Task: Wherever a line of the records contains "main", copy that line.

Saved entries:
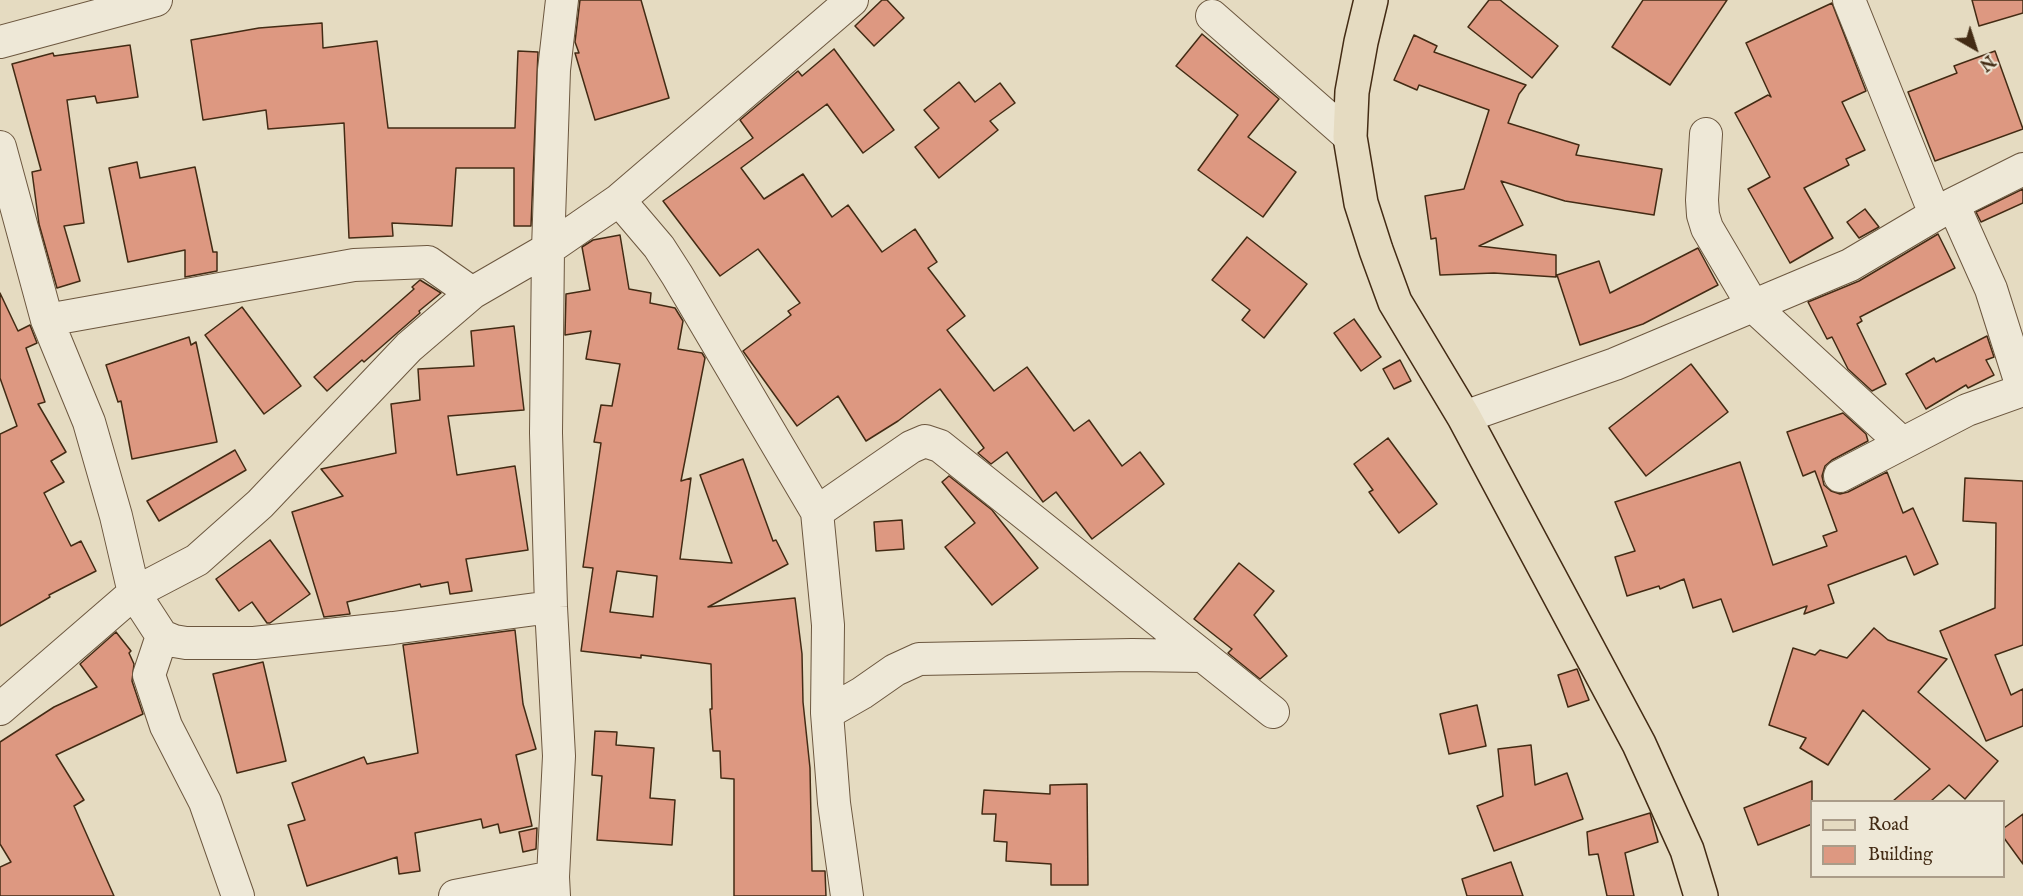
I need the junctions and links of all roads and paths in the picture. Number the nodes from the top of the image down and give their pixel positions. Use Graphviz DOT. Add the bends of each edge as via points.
graph roads {
  1 [pos="156,0"];
  2 [pos="562,0"];
  3 [pos="852,0"];
  4 [pos="1371,0"];
  5 [pos="1849,0"];
  6 [pos="1212,16"];
  7 [pos="0,42"];
  8 [pos="1706,134"];
  9 [pos="1350,137"];
  10 [pos="0,147"];
  11 [pos="2023,169"];
  12 [pos="619,200"];
  13 [pos="1944,209"];
  14 [pos="548,249"];
  15 [pos="472,293"];
  16 [pos="1753,306"];
  17 [pos="47,320"];
  18 [pos="2023,390"];
  19 [pos="1464,417"];
  20 [pos="1902,443"];
  21 [pos="1840,476"];
  22 [pos="817,512"];
  23 [pos="134,593"];
  24 [pos="551,607"];
  25 [pos="162,636"];
  26 [pos="1203,656"];
  27 [pos="0,710"];
  28 [pos="1273,712"];
  29 [pos="827,713"];
  30 [pos="554,886"];
  31 [pos="238,896"];
  32 [pos="455,896"];
  33 [pos="848,896"];
  34 [pos="1701,896"];
  1 -- 7 [label="street"];
  2 -- 14 [label="street" via="554,70"];
  3 -- 12 [label="street"];
  4 -- 9 [label="main road" via="1352,92"];
  5 -- 13 [label="street"];
  6 -- 9 [label="street"];
  8 -- 16 [label="street" via="1703,215"];
  9 -- 19 [label="main road" via="1361,203 1395,302"];
  10 -- 17 [label="street"];
  11 -- 13 [label="street"];
  12 -- 14 [label="street"];
  12 -- 22 [label="street" via="677,275"];
  13 -- 16 [label="street" via="1851,265"];
  13 -- 18 [label="street" via="1991,289"];
  14 -- 15 [label="street"];
  14 -- 24 [label="street" via="546,433"];
  15 -- 17 [label="street" via="428,262 354,265"];
  15 -- 23 [label="street" via="409,347 260,504 197,560"];
  16 -- 19 [label="street" via="1615,364"];
  16 -- 20 [label="street"];
  17 -- 23 [label="street" via="89,422"];
  18 -- 20 [label="street" via="1967,410"];
  19 -- 34 [label="main road" via="1639,744 1687,849"];
  20 -- 21 [label="street"];
  22 -- 26 [label="street" via="911,447 925,441 940,446"];
  22 -- 29 [label="street" via="828,625"];
  23 -- 25 [label="street"];
  23 -- 27 [label="street"];
  24 -- 25 [label="street" via="254,643 186,643"];
  24 -- 30 [label="street" via="559,756"];
  25 -- 31 [label="street" via="149,675 166,726 205,802"];
  26 -- 28 [label="street"];
  26 -- 29 [label="street" via="920,659 895,670"];
  29 -- 33 [label="street" via="834,803"];
  30 -- 32 [label="street"];
}
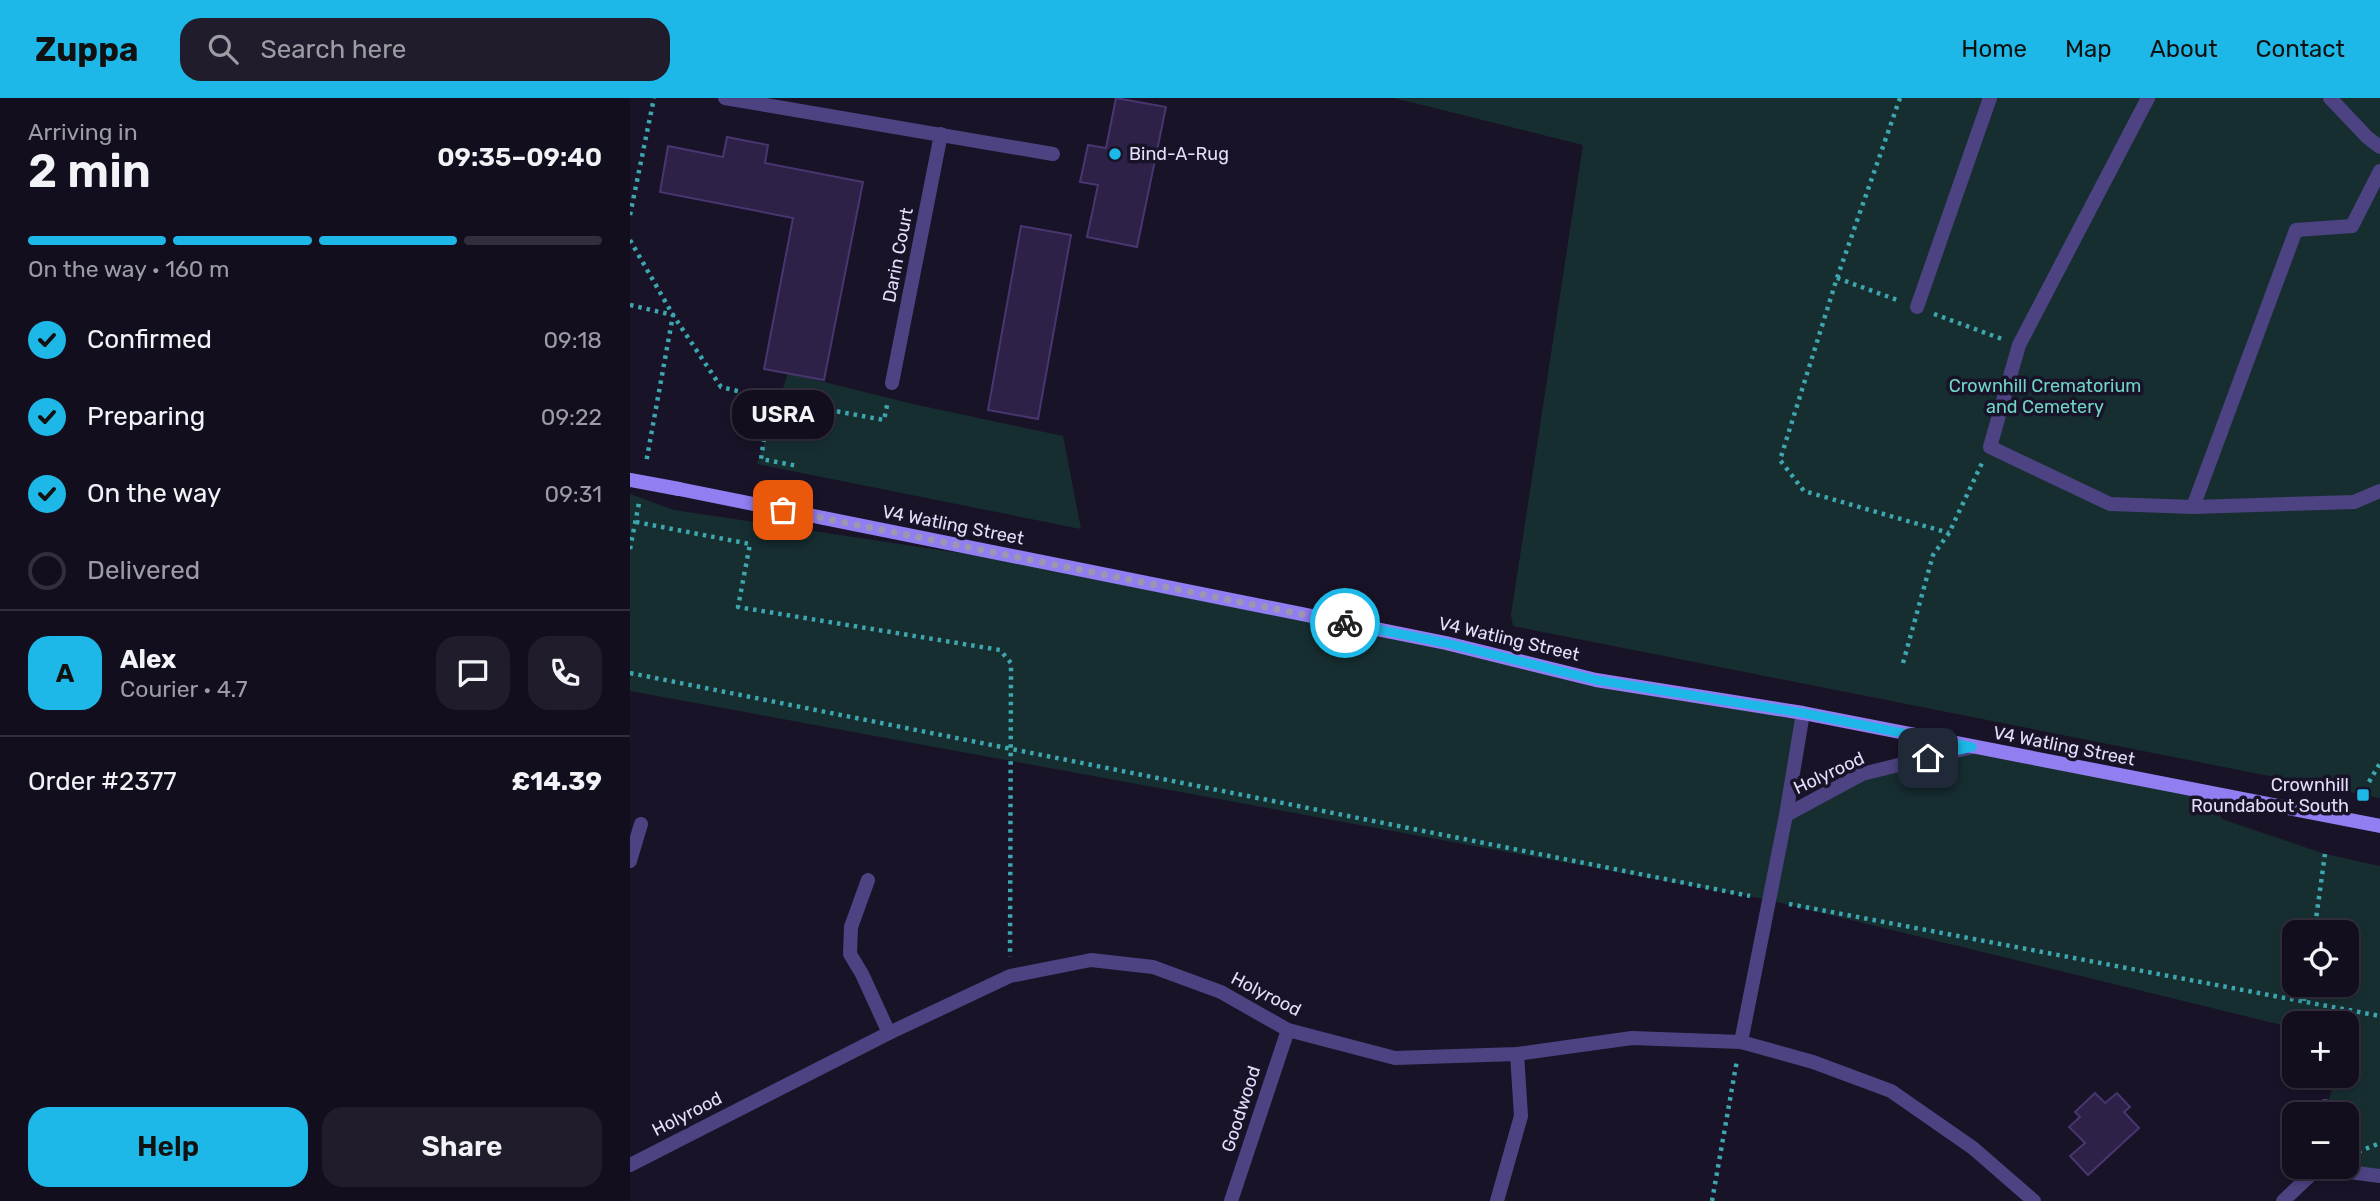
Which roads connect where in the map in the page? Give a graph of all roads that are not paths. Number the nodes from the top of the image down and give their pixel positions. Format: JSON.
{"nodes":[{"id":1,"x":725,"y":98,"type":"edge"},
{"id":2,"x":1990,"y":98,"type":"edge"},
{"id":3,"x":2148,"y":98,"type":"edge"},
{"id":4,"x":2330,"y":98,"type":"edge"},
{"id":5,"x":941,"y":134,"type":"junction"},
{"id":6,"x":2380,"y":147,"type":"edge"},
{"id":7,"x":1053,"y":154,"type":"dead end"},
{"id":8,"x":2380,"y":171,"type":"edge"},
{"id":9,"x":1917,"y":307,"type":"dead end"},
{"id":10,"x":892,"y":383,"type":"road end"},
{"id":11,"x":630,"y":480,"type":"edge"},
{"id":12,"x":2380,"y":491,"type":"edge"},
{"id":13,"x":2193,"y":507,"type":"junction"},
{"id":14,"x":1803,"y":713,"type":"junction"},
{"id":15,"x":1972,"y":747,"type":"junction"},
{"id":16,"x":1786,"y":815,"type":"junction"},
{"id":17,"x":641,"y":824,"type":"dead end"},
{"id":18,"x":2380,"y":826,"type":"edge"},
{"id":19,"x":630,"y":861,"type":"edge"},
{"id":20,"x":867,"y":880,"type":"dead end"},
{"id":21,"x":1288,"y":1030,"type":"junction"},
{"id":22,"x":889,"y":1033,"type":"junction"},
{"id":23,"x":1741,"y":1042,"type":"junction"},
{"id":24,"x":1517,"y":1054,"type":"junction"},
{"id":25,"x":630,"y":1166,"type":"edge"},
{"id":26,"x":2359,"y":1173,"type":"edge"},
{"id":27,"x":2380,"y":1176,"type":"edge"},
{"id":28,"x":2306,"y":1179,"type":"edge"},
{"id":29,"x":1231,"y":1201,"type":"edge"},
{"id":30,"x":1497,"y":1201,"type":"edge"},
{"id":31,"x":2034,"y":1201,"type":"edge"},
{"id":32,"x":2283,"y":1201,"type":"edge"}],
"edges":[{"from":1,"to":5,"type":"street"},
{"from":2,"to":9,"type":"street"},
{"from":3,"to":13,"type":"street"},
{"from":4,"to":6,"type":"street"},
{"from":5,"to":7,"type":"street"},
{"from":5,"to":10,"type":"street","name":"Darin Court"},
{"from":8,"to":13,"type":"street"},
{"from":11,"to":14,"type":"street","name":"V4 Watling Street","bridge":true},
{"from":12,"to":13,"type":"street"},
{"from":14,"to":15,"type":"street","name":"V4 Watling Street"},
{"from":14,"to":16,"type":"street","name":"Holyrood"},
{"from":15,"to":16,"type":"street","name":"Holyrood"},
{"from":15,"to":18,"type":"street","name":"V4 Watling Street"},
{"from":16,"to":23,"type":"street","name":"Holyrood"},
{"from":17,"to":19,"type":"street"},
{"from":20,"to":22,"type":"street"},
{"from":21,"to":22,"type":"street","name":"Holyrood"},
{"from":21,"to":24,"type":"street","name":"Holyrood"},
{"from":21,"to":29,"type":"street","name":"Goodwood"},
{"from":22,"to":25,"type":"street","name":"Holyrood"},
{"from":23,"to":24,"type":"street","name":"Holyrood"},
{"from":23,"to":31,"type":"street"},
{"from":24,"to":30,"type":"street"},
{"from":26,"to":27,"type":"street"},
{"from":28,"to":32,"type":"street"}]}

Task result:
  4 -- 9 [label="main road" via="1352,92"];
  9 -- 19 [label="main road" via="1361,203 1395,302"];
  19 -- 34 [label="main road" via="1639,744 1687,849"];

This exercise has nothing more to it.